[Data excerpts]

━━━━

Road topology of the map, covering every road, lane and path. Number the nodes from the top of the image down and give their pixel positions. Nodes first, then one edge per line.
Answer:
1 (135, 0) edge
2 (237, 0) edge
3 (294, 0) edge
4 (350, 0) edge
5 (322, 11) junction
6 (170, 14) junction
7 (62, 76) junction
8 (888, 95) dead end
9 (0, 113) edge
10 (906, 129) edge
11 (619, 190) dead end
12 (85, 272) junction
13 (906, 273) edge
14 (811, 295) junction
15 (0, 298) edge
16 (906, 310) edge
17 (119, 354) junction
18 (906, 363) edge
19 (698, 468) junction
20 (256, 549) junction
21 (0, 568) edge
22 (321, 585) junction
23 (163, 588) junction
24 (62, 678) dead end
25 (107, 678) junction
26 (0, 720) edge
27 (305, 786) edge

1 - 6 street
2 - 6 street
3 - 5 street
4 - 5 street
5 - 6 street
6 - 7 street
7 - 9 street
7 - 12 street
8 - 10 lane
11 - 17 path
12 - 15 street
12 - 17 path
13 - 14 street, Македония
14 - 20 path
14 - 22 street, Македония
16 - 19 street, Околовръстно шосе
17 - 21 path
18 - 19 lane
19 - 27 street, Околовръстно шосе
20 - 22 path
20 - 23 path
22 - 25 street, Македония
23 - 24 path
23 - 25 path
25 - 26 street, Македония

━━━━

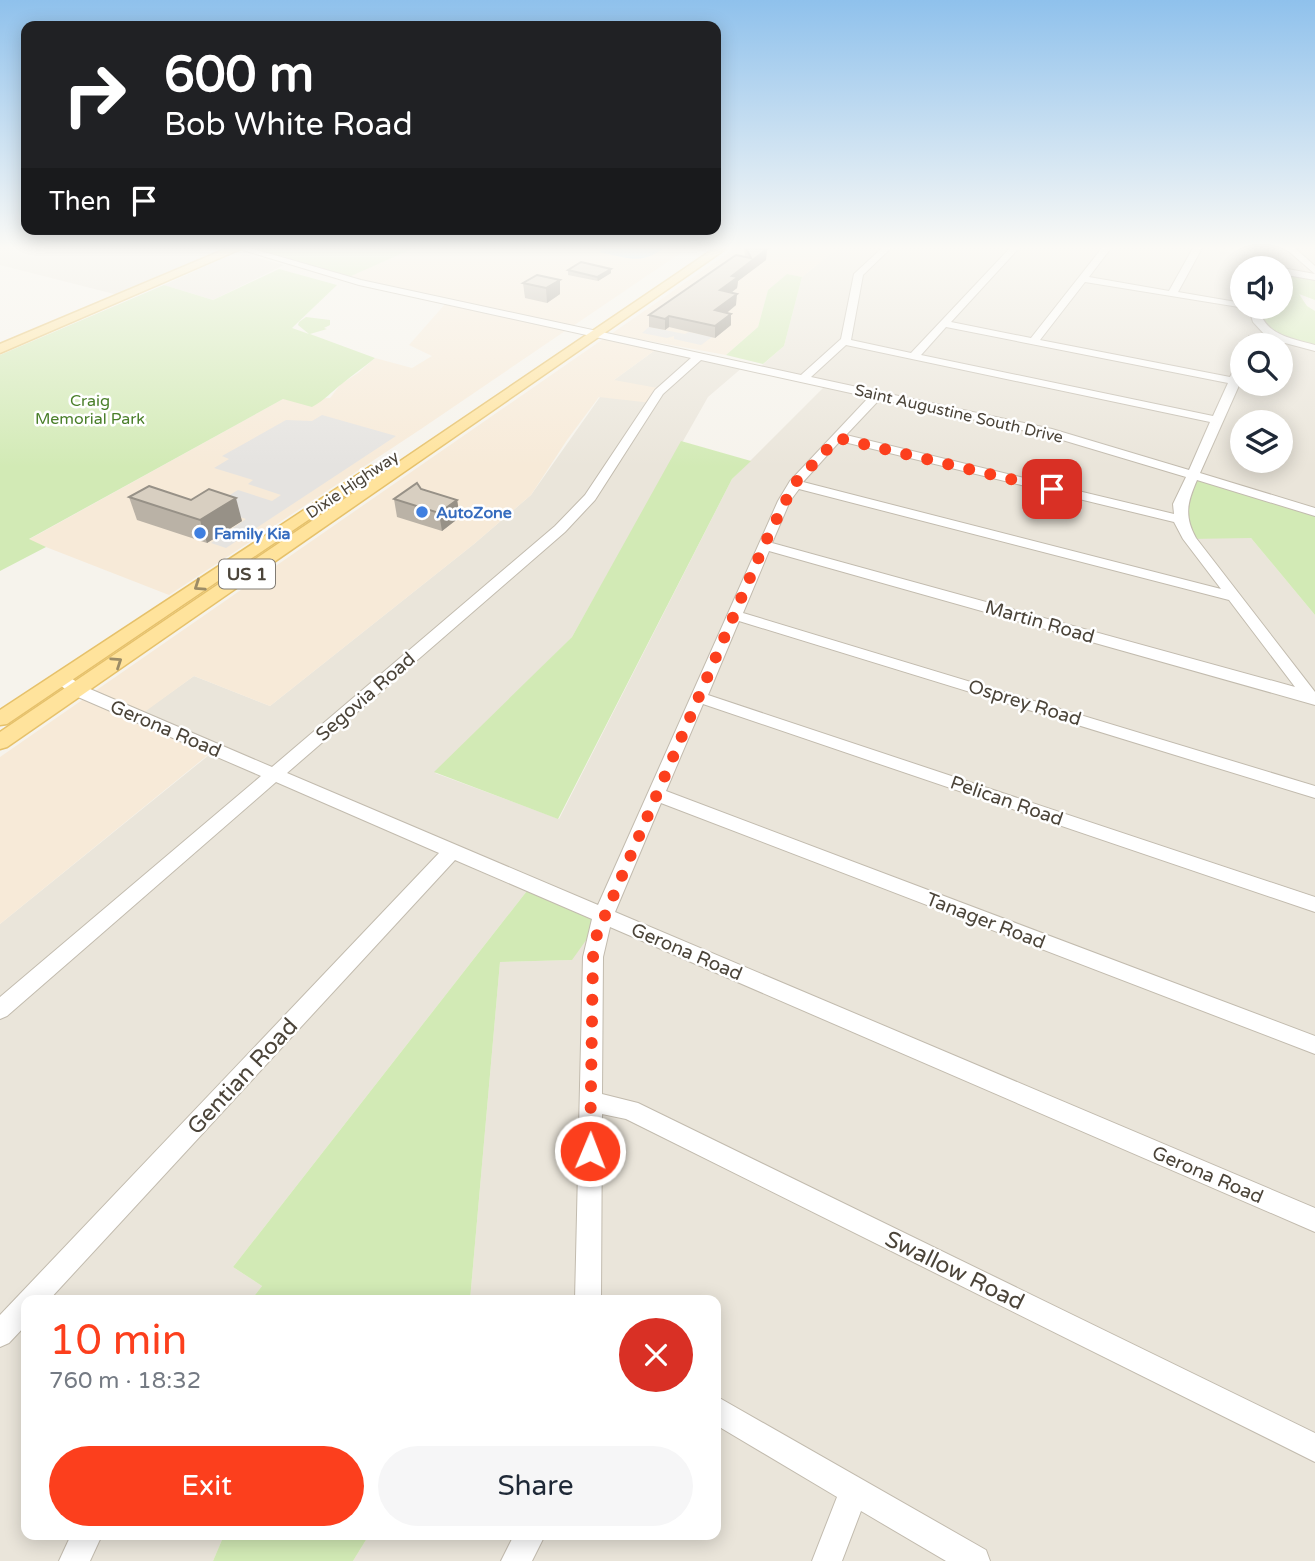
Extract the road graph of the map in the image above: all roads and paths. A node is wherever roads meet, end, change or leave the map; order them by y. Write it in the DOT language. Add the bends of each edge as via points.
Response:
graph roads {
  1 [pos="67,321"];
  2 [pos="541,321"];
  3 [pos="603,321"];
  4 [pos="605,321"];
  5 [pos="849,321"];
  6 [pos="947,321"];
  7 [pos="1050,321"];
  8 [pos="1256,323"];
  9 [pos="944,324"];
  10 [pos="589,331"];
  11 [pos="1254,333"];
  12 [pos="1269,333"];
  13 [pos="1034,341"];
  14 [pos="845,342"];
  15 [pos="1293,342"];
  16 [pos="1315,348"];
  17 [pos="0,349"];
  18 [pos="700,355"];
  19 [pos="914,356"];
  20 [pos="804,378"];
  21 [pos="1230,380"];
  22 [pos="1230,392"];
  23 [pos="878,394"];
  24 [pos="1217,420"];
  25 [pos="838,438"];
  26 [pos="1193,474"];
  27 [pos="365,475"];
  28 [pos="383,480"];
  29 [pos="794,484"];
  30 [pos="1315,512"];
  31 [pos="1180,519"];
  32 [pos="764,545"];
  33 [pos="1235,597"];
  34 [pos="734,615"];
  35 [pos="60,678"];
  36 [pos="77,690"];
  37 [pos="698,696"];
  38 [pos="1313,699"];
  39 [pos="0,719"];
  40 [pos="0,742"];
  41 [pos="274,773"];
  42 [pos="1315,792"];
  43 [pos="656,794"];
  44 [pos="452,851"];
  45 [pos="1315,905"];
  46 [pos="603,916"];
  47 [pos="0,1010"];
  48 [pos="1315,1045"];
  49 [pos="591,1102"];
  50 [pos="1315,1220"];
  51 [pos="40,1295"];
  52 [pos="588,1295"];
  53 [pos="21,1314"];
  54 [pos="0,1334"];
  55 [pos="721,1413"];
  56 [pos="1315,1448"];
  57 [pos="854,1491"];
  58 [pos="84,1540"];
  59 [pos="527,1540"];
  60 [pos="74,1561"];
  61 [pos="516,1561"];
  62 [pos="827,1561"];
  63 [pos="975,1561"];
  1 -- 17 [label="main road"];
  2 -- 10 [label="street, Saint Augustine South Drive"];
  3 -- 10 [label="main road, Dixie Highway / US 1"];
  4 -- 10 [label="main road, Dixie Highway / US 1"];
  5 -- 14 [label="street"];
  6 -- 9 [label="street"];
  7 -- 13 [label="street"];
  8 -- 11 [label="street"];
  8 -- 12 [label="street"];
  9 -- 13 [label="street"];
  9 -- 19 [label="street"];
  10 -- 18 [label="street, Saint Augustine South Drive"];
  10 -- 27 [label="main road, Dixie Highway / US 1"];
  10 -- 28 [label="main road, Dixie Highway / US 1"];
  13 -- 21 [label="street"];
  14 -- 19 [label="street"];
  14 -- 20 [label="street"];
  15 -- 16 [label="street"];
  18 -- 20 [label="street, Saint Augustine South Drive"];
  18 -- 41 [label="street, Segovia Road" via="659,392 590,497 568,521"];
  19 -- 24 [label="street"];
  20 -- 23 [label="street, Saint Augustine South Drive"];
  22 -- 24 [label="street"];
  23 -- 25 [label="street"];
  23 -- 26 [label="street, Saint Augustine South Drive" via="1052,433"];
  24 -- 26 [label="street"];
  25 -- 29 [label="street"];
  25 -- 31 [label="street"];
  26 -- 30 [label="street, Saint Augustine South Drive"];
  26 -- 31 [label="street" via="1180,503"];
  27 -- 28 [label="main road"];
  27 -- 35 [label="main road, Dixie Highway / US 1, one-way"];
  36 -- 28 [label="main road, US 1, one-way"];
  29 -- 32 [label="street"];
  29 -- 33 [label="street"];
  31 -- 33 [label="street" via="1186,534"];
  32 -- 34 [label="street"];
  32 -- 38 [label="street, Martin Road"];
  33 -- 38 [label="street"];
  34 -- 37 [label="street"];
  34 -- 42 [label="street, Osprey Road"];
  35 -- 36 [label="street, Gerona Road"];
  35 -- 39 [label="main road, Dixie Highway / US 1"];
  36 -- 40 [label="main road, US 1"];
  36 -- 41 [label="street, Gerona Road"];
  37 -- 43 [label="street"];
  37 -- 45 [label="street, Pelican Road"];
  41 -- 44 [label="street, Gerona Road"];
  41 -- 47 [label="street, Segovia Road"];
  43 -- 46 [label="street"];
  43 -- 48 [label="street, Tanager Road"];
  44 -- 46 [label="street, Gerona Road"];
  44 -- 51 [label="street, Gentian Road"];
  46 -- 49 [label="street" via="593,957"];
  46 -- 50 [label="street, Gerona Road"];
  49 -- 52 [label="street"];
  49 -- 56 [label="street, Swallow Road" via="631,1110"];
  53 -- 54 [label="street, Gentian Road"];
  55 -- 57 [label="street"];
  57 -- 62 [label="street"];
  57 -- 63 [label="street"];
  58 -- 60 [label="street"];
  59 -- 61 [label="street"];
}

━━━━

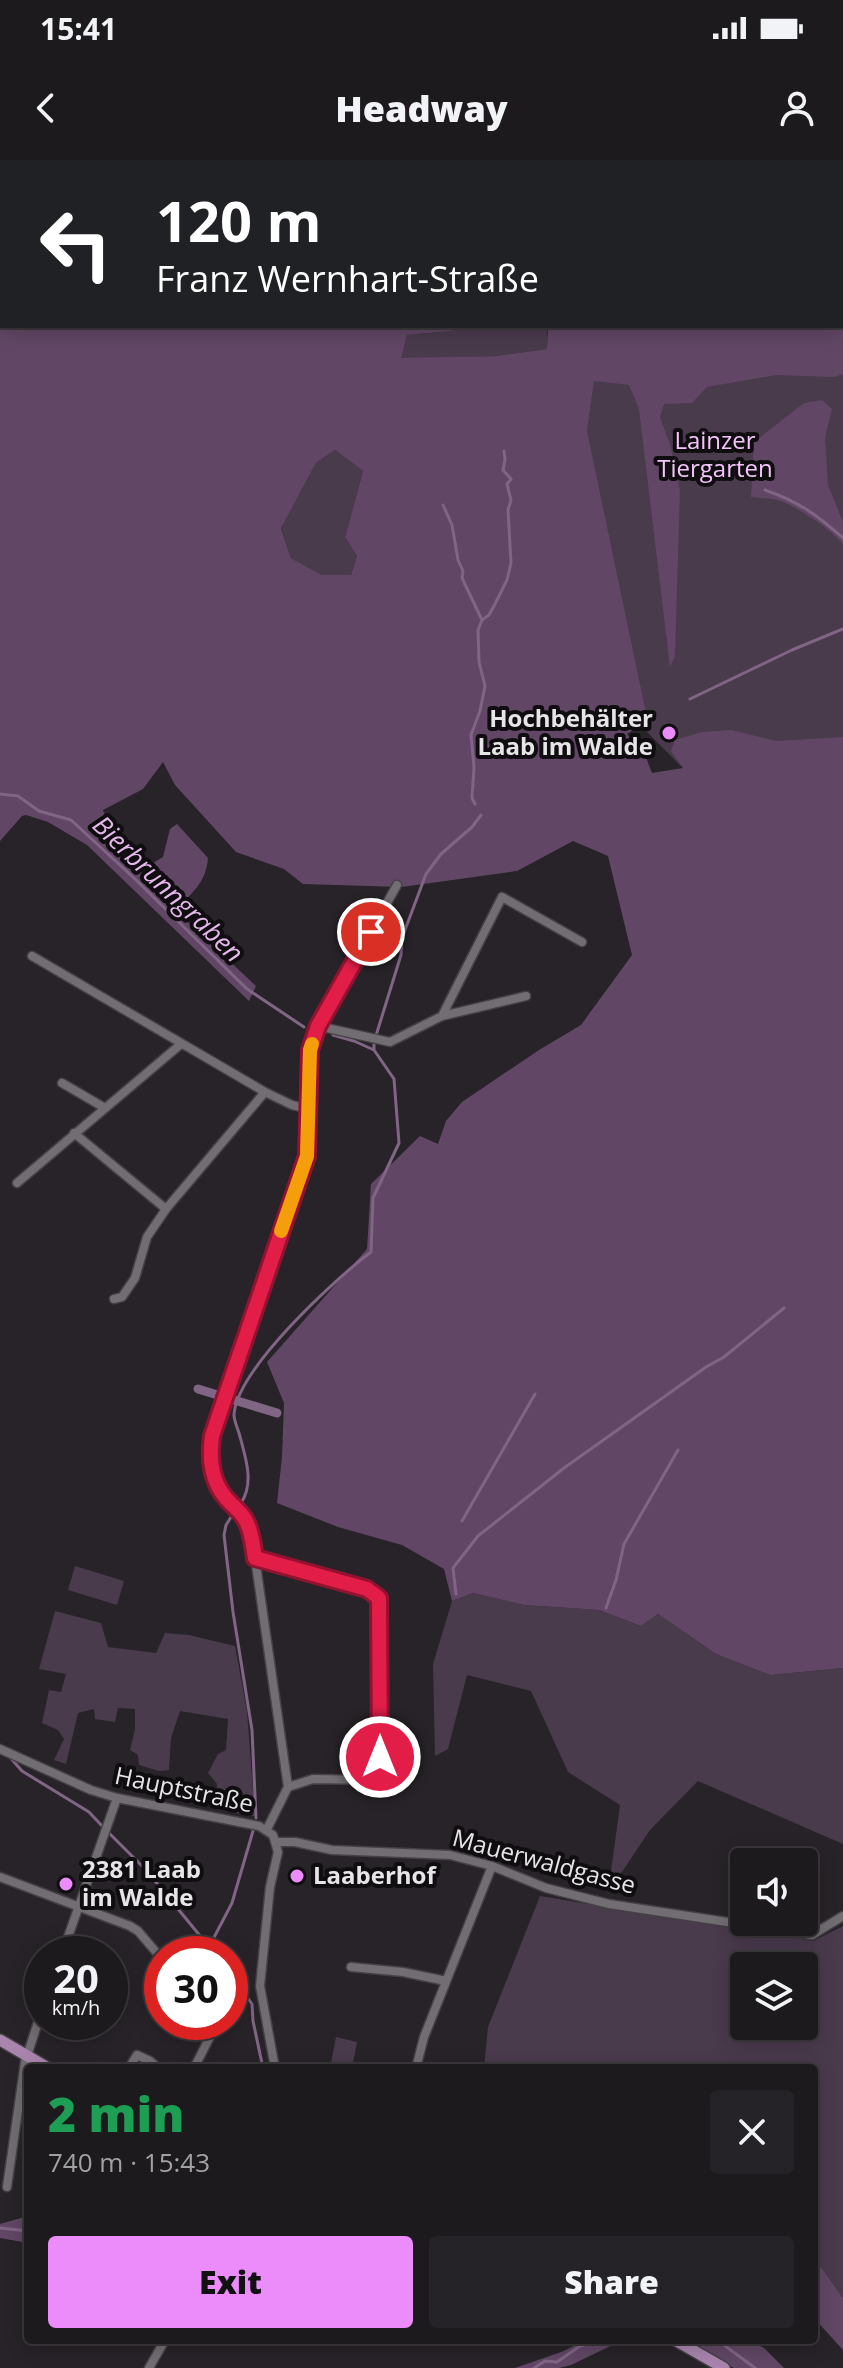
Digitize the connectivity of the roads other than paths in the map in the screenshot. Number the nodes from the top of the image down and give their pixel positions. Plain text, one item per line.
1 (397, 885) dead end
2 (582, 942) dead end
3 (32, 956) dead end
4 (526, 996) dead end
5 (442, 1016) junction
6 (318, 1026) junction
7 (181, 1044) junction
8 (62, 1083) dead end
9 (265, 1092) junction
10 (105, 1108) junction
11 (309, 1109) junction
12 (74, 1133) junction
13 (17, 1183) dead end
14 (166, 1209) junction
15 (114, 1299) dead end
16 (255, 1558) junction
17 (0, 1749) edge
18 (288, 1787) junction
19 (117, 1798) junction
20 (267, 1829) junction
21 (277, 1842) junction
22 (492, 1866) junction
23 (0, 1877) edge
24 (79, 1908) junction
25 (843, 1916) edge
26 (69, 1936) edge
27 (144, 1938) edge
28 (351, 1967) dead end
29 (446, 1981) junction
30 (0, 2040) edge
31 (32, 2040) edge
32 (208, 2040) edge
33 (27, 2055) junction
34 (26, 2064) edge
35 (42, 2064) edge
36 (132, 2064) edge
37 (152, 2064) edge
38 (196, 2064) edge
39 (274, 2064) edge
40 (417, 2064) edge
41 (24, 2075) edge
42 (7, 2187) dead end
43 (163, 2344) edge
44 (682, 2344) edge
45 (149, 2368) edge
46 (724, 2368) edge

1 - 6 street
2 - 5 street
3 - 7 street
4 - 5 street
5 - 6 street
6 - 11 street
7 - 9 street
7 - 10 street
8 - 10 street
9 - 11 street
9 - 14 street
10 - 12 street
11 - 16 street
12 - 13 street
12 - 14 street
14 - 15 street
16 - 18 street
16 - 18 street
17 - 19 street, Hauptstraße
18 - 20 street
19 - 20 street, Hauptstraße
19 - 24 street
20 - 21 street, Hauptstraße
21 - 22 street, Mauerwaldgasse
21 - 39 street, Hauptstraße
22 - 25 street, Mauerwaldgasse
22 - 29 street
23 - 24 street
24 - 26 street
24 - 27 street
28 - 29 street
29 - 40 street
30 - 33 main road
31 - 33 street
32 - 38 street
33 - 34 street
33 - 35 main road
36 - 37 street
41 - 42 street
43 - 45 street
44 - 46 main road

━━━━

## Task
Count the lines above in which the string "шосе" occurs. Give that number and nothing else.

## Exercise solution
2